I use a Marine Battery 1000w inverter and a small evaporative cooler. Works like a charm


----------



## Julie Blanding (Mar 12, 2008)

Yeah, those stink. If you really want to move air, get a battery booster, power inverter and a box fan.
If you would like to stay smaller, but still move air...

I use these, and they do well enough for me.
I use a "Sky Kennel" that has holes in the back. I put one fan blowing air in and set up the other behind to pull the air out. These fans are nice because you can charge them, they can go into the 12V of your car, you can use batteries, or you can plug them into your battery booster.

http://www.walmart.com/catalog/product.do?product_id=5533603

Then hook it up to this if you worry about draining your car battery:
http://www.partsamerica.com/product...&MfrPartNumber=END615END480&CategoryCode=3013

I also use that battery booster to power my video camera 

I have at least 4 or 5 of those little blue or grey ones mentioned above, all they do is make noise.
JMHO. I also use the largest solar sun shade 12' x 20' or park in the shade when possible.
http://www.petedge.com/ProSelect-Solar-Canopy-ZW726.pro

I'm also a firm believer in hydrating products like "K9 Godog". Their are other ones, but this is the one I use. Be aware it will really keep your dog hydrated if used correctly, so walking them a lot is necessary. They pee like crazy..

Hope that helps!
Julie


----------



## Sarah ten Bensel (Mar 16, 2008)

I have the marine cell battery, inverter and 2 fans...what is an "evaporative cooler?"--
Also, I don't know much about batteries mine is a deep cycle marine. The charger can charge 2 amps, 6 amps, 10 amps. I was told to charge the marine battery at 6 amps, if I charge it to 10 amps will the battery last longer? I can run 2 fans on high together for about 4 hours before the battery dies. 
I will also tried the battery fans. Crap. I need the fans to really move the air. The fans are 10" "breeze" fans from Target. Easy to mount on the crate with bungees


----------



## Chris Michalek (Feb 13, 2008)

Sarah ten Bensel said:


> I have the marine cell battery, inverter and 2 fans...what is an "evaporative cooler?"--
> Also, I don't know much about batteries mine is a deep cycle marine. The charger can charge 2 amps, 6 amps, 10 amps. I was told to charge the marine battery at 6 amps, if I charge it to 10 amps will the battery last longer? I can run 2 fans on high together for about 4 hours before the battery dies.
> I will also tried the battery fans. Crap. I need the fans to really move the air. The fans are 10" "breeze" fans from Target. Easy to mount on the crate with bungees


evap cooler won't work in Minneapolis because the humidity levels are too high.... I lived there for 30 years. 
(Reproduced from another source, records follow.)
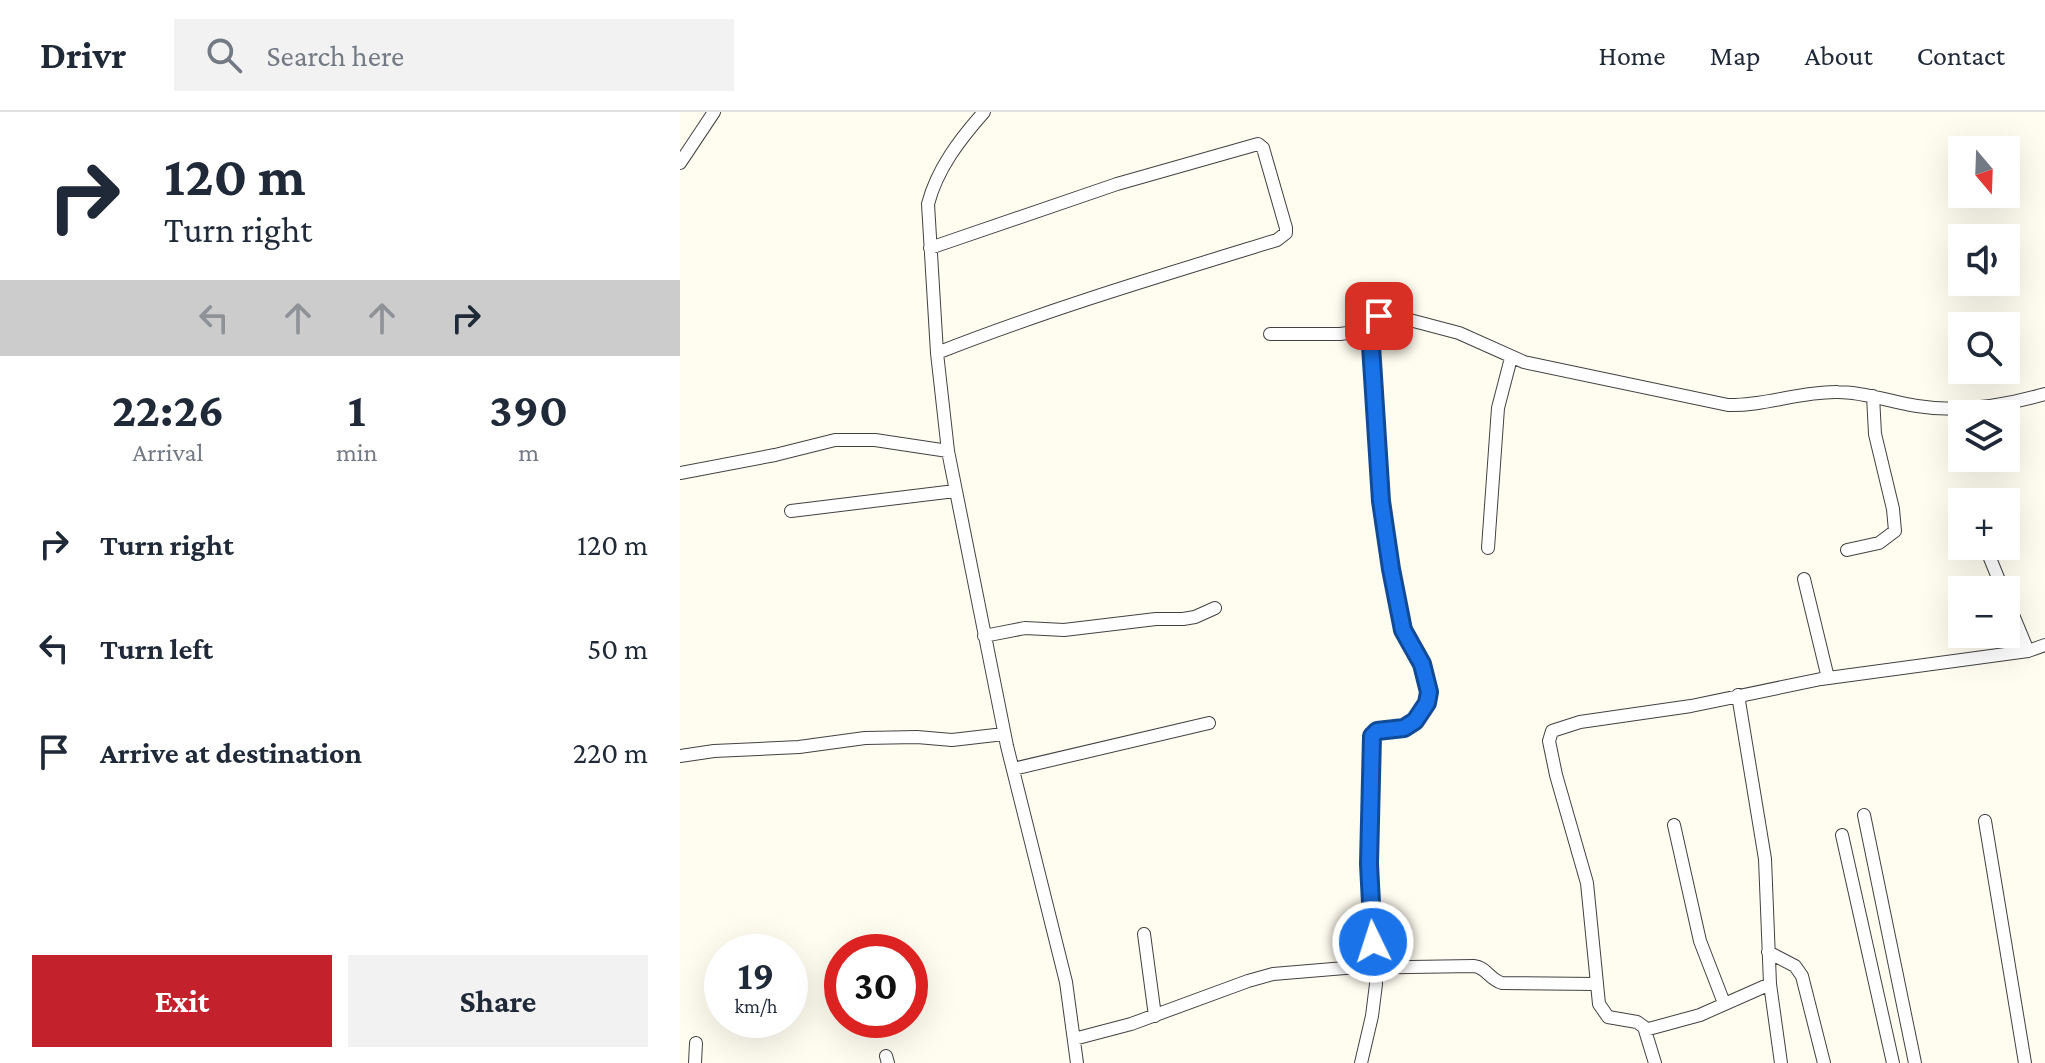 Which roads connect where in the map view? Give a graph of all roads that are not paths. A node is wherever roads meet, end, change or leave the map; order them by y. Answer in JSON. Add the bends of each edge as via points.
{"nodes":[{"id":1,"x":714,"y":112,"type":"edge"},
{"id":2,"x":984,"y":112,"type":"edge"},
{"id":3,"x":680,"y":163,"type":"edge"},
{"id":4,"x":930,"y":248,"type":"junction"},
{"id":5,"x":1370,"y":330,"type":"junction"},
{"id":6,"x":1270,"y":334,"type":"dead end"},
{"id":7,"x":937,"y":353,"type":"junction"},
{"id":8,"x":1511,"y":358,"type":"junction"},
{"id":9,"x":2045,"y":394,"type":"edge"},
{"id":10,"x":1873,"y":396,"type":"junction"},
{"id":11,"x":948,"y":451,"type":"junction"},
{"id":12,"x":680,"y":473,"type":"edge"},
{"id":13,"x":955,"y":491,"type":"junction"},
{"id":14,"x":791,"y":511,"type":"dead end"},
{"id":15,"x":1488,"y":548,"type":"dead end"},
{"id":16,"x":1847,"y":550,"type":"dead end"},
{"id":17,"x":1804,"y":579,"type":"dead end"},
{"id":18,"x":1215,"y":608,"type":"dead end"},
{"id":19,"x":2020,"y":632,"type":"edge"},
{"id":20,"x":984,"y":636,"type":"junction"},
{"id":21,"x":2045,"y":645,"type":"edge"},
{"id":22,"x":2028,"y":651,"type":"junction"},
{"id":23,"x":1828,"y":678,"type":"junction"},
{"id":24,"x":1738,"y":695,"type":"junction"},
{"id":25,"x":1209,"y":723,"type":"dead end"},
{"id":26,"x":1004,"y":734,"type":"junction"},
{"id":27,"x":680,"y":756,"type":"edge"},
{"id":28,"x":1013,"y":769,"type":"junction"},
{"id":29,"x":1864,"y":815,"type":"dead end"},
{"id":30,"x":1985,"y":821,"type":"dead end"},
{"id":31,"x":1674,"y":825,"type":"dead end"},
{"id":32,"x":1842,"y":835,"type":"dead end"},
{"id":33,"x":1144,"y":934,"type":"dead end"},
{"id":34,"x":1768,"y":952,"type":"junction"},
{"id":35,"x":1376,"y":968,"type":"junction"},
{"id":36,"x":1596,"y":984,"type":"junction"},
{"id":37,"x":1770,"y":984,"type":"junction"},
{"id":38,"x":1724,"y":1003,"type":"junction"},
{"id":39,"x":1155,"y":1016,"type":"junction"},
{"id":40,"x":1645,"y":1030,"type":"junction"},
{"id":41,"x":1074,"y":1039,"type":"junction"},
{"id":42,"x":696,"y":1043,"type":"dead end"},
{"id":43,"x":695,"y":1063,"type":"edge"},
{"id":44,"x":1077,"y":1063,"type":"edge"},
{"id":45,"x":1361,"y":1063,"type":"edge"},
{"id":46,"x":1655,"y":1063,"type":"edge"},
{"id":47,"x":1781,"y":1063,"type":"edge"},
{"id":48,"x":1824,"y":1063,"type":"edge"},
{"id":49,"x":1893,"y":1063,"type":"edge"},
{"id":50,"x":1915,"y":1063,"type":"edge"},
{"id":51,"x":2025,"y":1063,"type":"edge"}],
"edges":[{"from":1,"to":3,"type":"street"},
{"from":2,"to":4,"type":"street","via":[[933,187],[928,204]]},
{"from":4,"to":7,"type":"street"},
{"from":4,"to":7,"type":"street","via":[[1117,184],[1258,144],[1286,228],[1277,240],[1148,278]]},
{"from":5,"to":6,"type":"street"},
{"from":5,"to":8,"type":"street","via":[[1374,320],[1387,314],[1459,333]]},
{"from":5,"to":35,"type":"street","via":[[1381,501],[1391,569],[1403,630],[1422,664],[1429,692],[1415,721],[1372,736],[1369,864]]},
{"from":7,"to":11,"type":"street"},
{"from":8,"to":10,"type":"street","via":[[1728,405],[1811,393]]},
{"from":8,"to":15,"type":"street","via":[[1498,408]]},
{"from":9,"to":10,"type":"street","via":[[1962,408],[1915,406]]},
{"from":10,"to":16,"type":"street","via":[[1875,434],[1895,531],[1879,543]]},
{"from":11,"to":12,"type":"street","via":[[835,440]]},
{"from":11,"to":13,"type":"street"},
{"from":13,"to":14,"type":"street"},
{"from":13,"to":20,"type":"street"},
{"from":17,"to":23,"type":"street"},
{"from":18,"to":20,"type":"street","via":[[1183,619],[1064,630],[1025,628]]},
{"from":19,"to":22,"type":"street"},
{"from":20,"to":26,"type":"street"},
{"from":21,"to":22,"type":"street"},
{"from":22,"to":23,"type":"street"},
{"from":23,"to":24,"type":"street"},
{"from":24,"to":34,"type":"street","via":[[1765,859]]},
{"from":24,"to":36,"type":"street","via":[[1580,722],[1549,734],[1587,883]]},
{"from":25,"to":28,"type":"street"},
{"from":26,"to":27,"type":"street","via":[[952,740],[865,738]]},
{"from":26,"to":28,"type":"street"},
{"from":28,"to":41,"type":"street","via":[[1054,928]]},
{"from":29,"to":50,"type":"street"},
{"from":30,"to":51,"type":"street"},
{"from":31,"to":38,"type":"street","via":[[1700,941]]},
{"from":32,"to":49,"type":"street"},
{"from":33,"to":39,"type":"street"},
{"from":34,"to":37,"type":"street"},
{"from":34,"to":48,"type":"street","via":[[1795,966],[1802,976]]},
{"from":35,"to":36,"type":"street","via":[[1478,966],[1502,983]]},
{"from":35,"to":39,"type":"street","via":[[1261,977]]},
{"from":35,"to":45,"type":"street"},
{"from":36,"to":40,"type":"street","via":[[1599,1004],[1608,1017],[1637,1022]]},
{"from":37,"to":38,"type":"street"},
{"from":37,"to":47,"type":"street"},
{"from":38,"to":40,"type":"street","via":[[1681,1022]]},
{"from":39,"to":41,"type":"street"},
{"from":40,"to":46,"type":"street"},
{"from":41,"to":44,"type":"street"},
{"from":42,"to":43,"type":"street"}]} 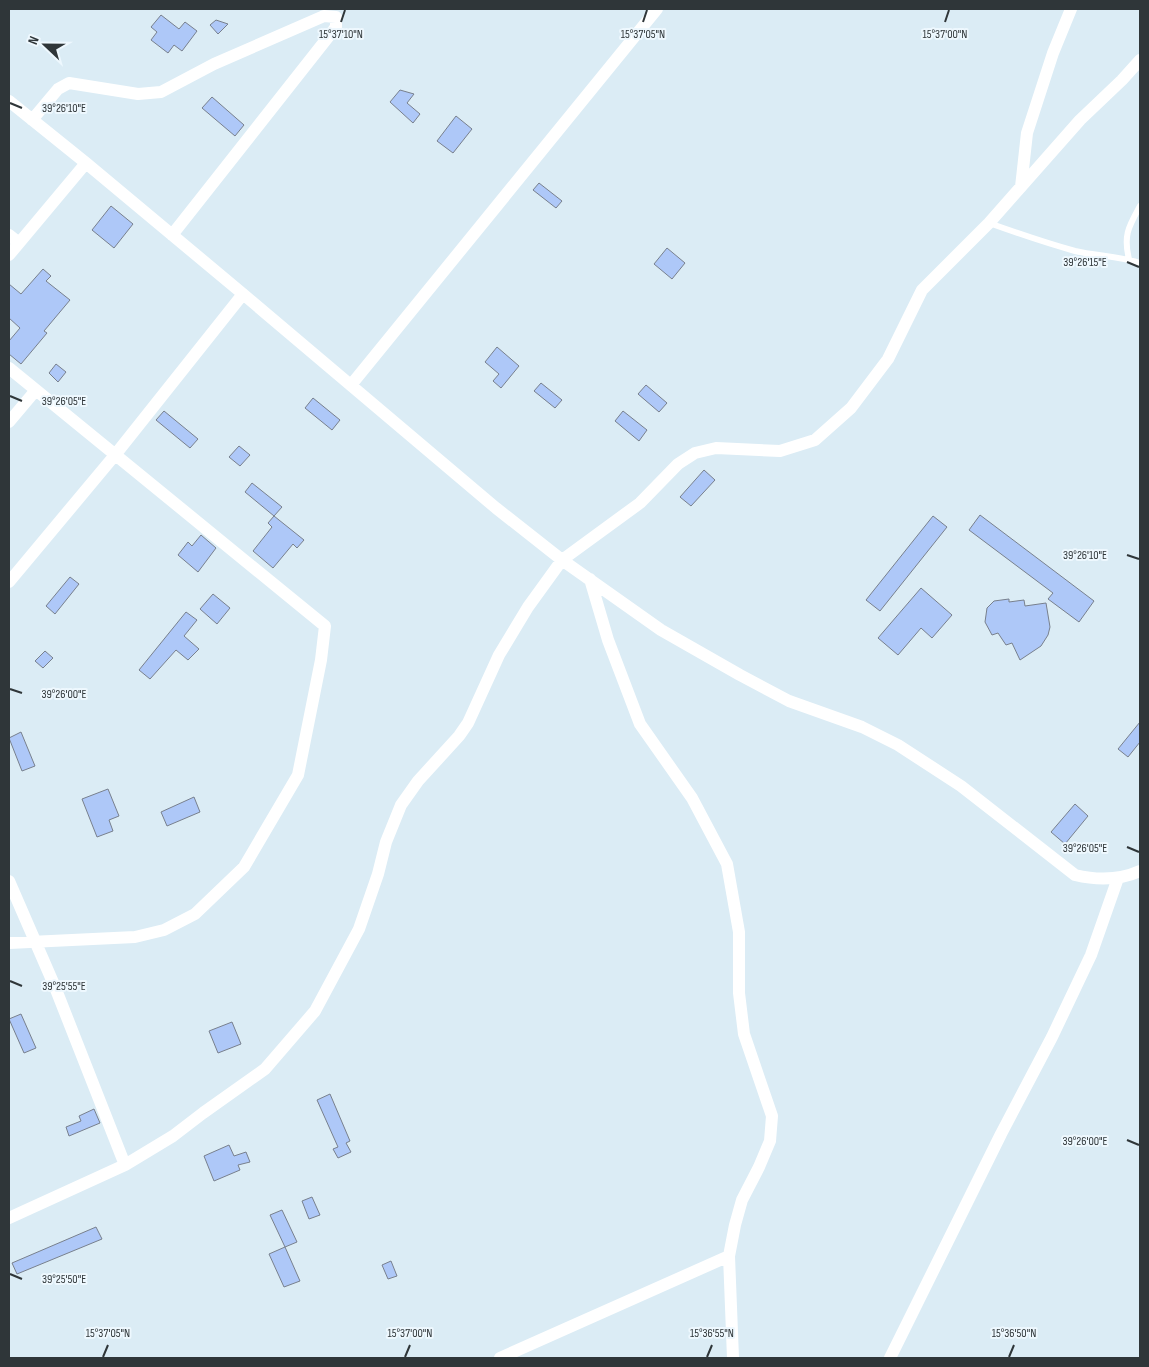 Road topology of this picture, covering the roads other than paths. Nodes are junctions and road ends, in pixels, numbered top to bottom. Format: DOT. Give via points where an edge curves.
graph roads {
  1 [pos="657,9"];
  2 [pos="1071,9"];
  3 [pos="1140,60"];
  4 [pos="9,101"];
  5 [pos="32,120"];
  6 [pos="86,163"];
  7 [pos="1021,187"];
  8 [pos="1140,206"];
  9 [pos="989,223"];
  10 [pos="9,235"];
  11 [pos="172,235"];
  12 [pos="19,243"];
  13 [pos="9,255"];
  14 [pos="1129,259"];
  15 [pos="1140,263"];
  16 [pos="243,294"];
  17 [pos="9,368"];
  18 [pos="351,385"];
  19 [pos="36,390"];
  20 [pos="9,422"];
  21 [pos="115,455"];
  22 [pos="562,560"];
  23 [pos="590,580"];
  24 [pos="9,582"];
  25 [pos="1140,871"];
  26 [pos="1118,878"];
  27 [pos="9,882"];
  28 [pos="35,942"];
  29 [pos="9,943"];
  30 [pos="125,1166"];
  31 [pos="9,1218"];
  32 [pos="729,1256"];
  33 [pos="500,1358"];
  34 [pos="733,1358"];
  35 [pos="890,1358"];
  1 -- 18 [label="street"];
  2 -- 7 [label="street" via="1027,133"];
  3 -- 7 [label="street" via="1080,120"];
  4 -- 5 [label="street"];
  5 -- 6 [label="street"];
  5 -- 11 [label="street" via="58,89 69,83 138,94 161,92 214,64 324,16 336,17 336,27"];
  6 -- 11 [label="street"];
  6 -- 12 [label="street"];
  7 -- 9 [label="street"];
  8 -- 14 [label="lane" via="1127,230 1125,245"];
  9 -- 14 [label="lane" via="1076,251"];
  9 -- 22 [label="street" via="922,290 888,359 852,408 815,440 780,451 716,448 695,453 678,464 640,503"];
  10 -- 12 [label="street"];
  11 -- 16 [label="street"];
  12 -- 13 [label="street"];
  14 -- 15 [label="lane"];
  16 -- 18 [label="street"];
  16 -- 21 [label="street"];
  17 -- 19 [label="street"];
  18 -- 22 [label="street"];
  19 -- 20 [label="street"];
  19 -- 21 [label="street"];
  21 -- 24 [label="street"];
  21 -- 28 [label="street" via="325,626 321,660 298,775 244,867 195,914 164,930 134,937"];
  22 -- 23 [label="street"];
  22 -- 30 [label="street" via="499,655 459,736 401,805 358,929 315,1011 265,1069 173,1136"];
  23 -- 26 [label="street" via="661,630 740,675 789,701 862,727 898,745 961,786 1075,874 1087,878"];
  23 -- 32 [label="street" via="608,640 640,724 692,798 727,864 739,932 739,993 744,1034 772,1116 770,1140 742,1200"];
  25 -- 26 [label="street"];
  26 -- 35 [label="street" via="1091,954 1056,1029"];
  27 -- 28 [label="street"];
  28 -- 29 [label="street"];
  28 -- 30 [label="street"];
  30 -- 31 [label="street"];
  32 -- 33 [label="street"];
  32 -- 34 [label="street"];
}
In AZ it's so dry things evaporate immediately... it's not like being back home where it's 90F and you're wearing a film of sweat.

Deep cycle batteries are designed for endurance. Car starting batteries are designed to give a quick burst of energy.


----------



## Julie Blanding (Mar 12, 2008)

How long do you all leave the fans running?


----------



## Marie Miller (Jan 16, 2008)

I love this Walmart fan and it will run for days without changing batteries


----------



## Jamielee Nelson (Apr 24, 2008)

Jason Sidener said:


> I have tried the ones like in this pic and they sucked.
> 
> http://tbn0.google.com/images?q=tbn:qo3ktcaM_y12mM:http://www.petco.com/Assets


I also bought that same one and it hardly worked... I ended up throwing it away the next day


----------



## Lee H Sternberg (Jan 27, 2008)

Thanks for the help. Those Walmart fans look descent. The little hook faces the wrong way to hang off the outside of the crate door but I can jury rig something to take care of that problem. They are apparently out of stock right now. I hope they get more available soon.

My other problem is I already purchased and charged 8 nickel metal hydride D rechargeable batteries. They are quite expensive.:-({|=

That will teach me to read reviews AFTER the fact!


----------



## Nancy Jocoy (Apr 19, 2006)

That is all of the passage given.